━━━ Records provided ━━━

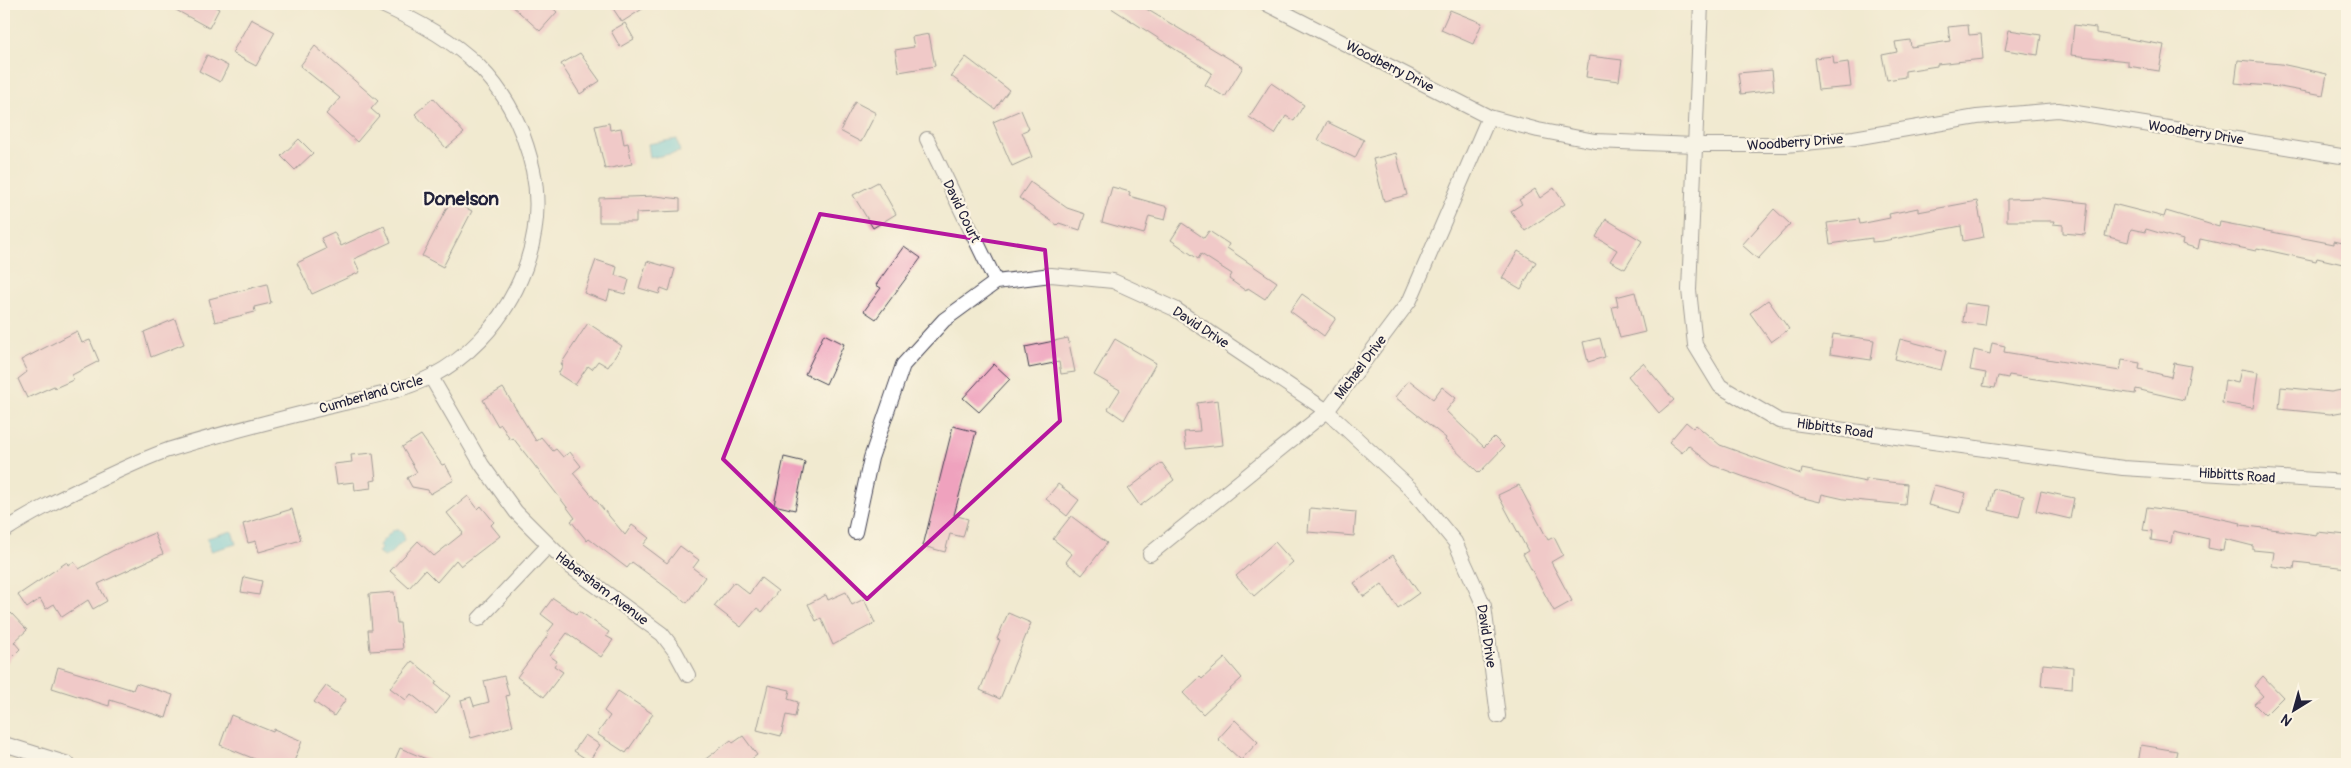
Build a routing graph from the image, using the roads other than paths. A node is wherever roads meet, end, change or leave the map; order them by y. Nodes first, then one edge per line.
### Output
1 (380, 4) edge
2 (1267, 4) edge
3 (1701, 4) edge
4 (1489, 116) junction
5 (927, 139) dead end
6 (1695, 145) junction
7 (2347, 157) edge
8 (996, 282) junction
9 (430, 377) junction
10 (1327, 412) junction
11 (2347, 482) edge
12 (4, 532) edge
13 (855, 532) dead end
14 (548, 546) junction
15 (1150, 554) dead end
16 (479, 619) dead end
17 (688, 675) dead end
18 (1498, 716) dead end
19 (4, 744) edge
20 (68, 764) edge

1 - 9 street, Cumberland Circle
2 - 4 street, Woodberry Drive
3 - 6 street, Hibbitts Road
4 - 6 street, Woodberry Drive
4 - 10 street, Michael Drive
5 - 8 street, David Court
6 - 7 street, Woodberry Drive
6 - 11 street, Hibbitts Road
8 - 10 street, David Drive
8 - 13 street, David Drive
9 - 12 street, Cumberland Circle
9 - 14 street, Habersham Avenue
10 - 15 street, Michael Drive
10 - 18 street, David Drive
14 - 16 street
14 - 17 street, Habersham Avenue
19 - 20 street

━━━

Give back the whole listing exactly; no pictures.

Build a routing graph from the image, using the roads other than paths. A node is wherever roads meet, end, change or leave the map; order them by y. Nodes first, then one edge per line.
### Output
1 (380, 4) edge
2 (1267, 4) edge
3 (1701, 4) edge
4 (1489, 116) junction
5 (927, 139) dead end
6 (1695, 145) junction
7 (2347, 157) edge
8 (996, 282) junction
9 (430, 377) junction
10 (1327, 412) junction
11 (2347, 482) edge
12 (4, 532) edge
13 (855, 532) dead end
14 (548, 546) junction
15 (1150, 554) dead end
16 (479, 619) dead end
17 (688, 675) dead end
18 (1498, 716) dead end
19 (4, 744) edge
20 (68, 764) edge

1 - 9 street, Cumberland Circle
2 - 4 street, Woodberry Drive
3 - 6 street, Hibbitts Road
4 - 6 street, Woodberry Drive
4 - 10 street, Michael Drive
5 - 8 street, David Court
6 - 7 street, Woodberry Drive
6 - 11 street, Hibbitts Road
8 - 10 street, David Drive
8 - 13 street, David Drive
9 - 12 street, Cumberland Circle
9 - 14 street, Habersham Avenue
10 - 15 street, Michael Drive
10 - 18 street, David Drive
14 - 16 street
14 - 17 street, Habersham Avenue
19 - 20 street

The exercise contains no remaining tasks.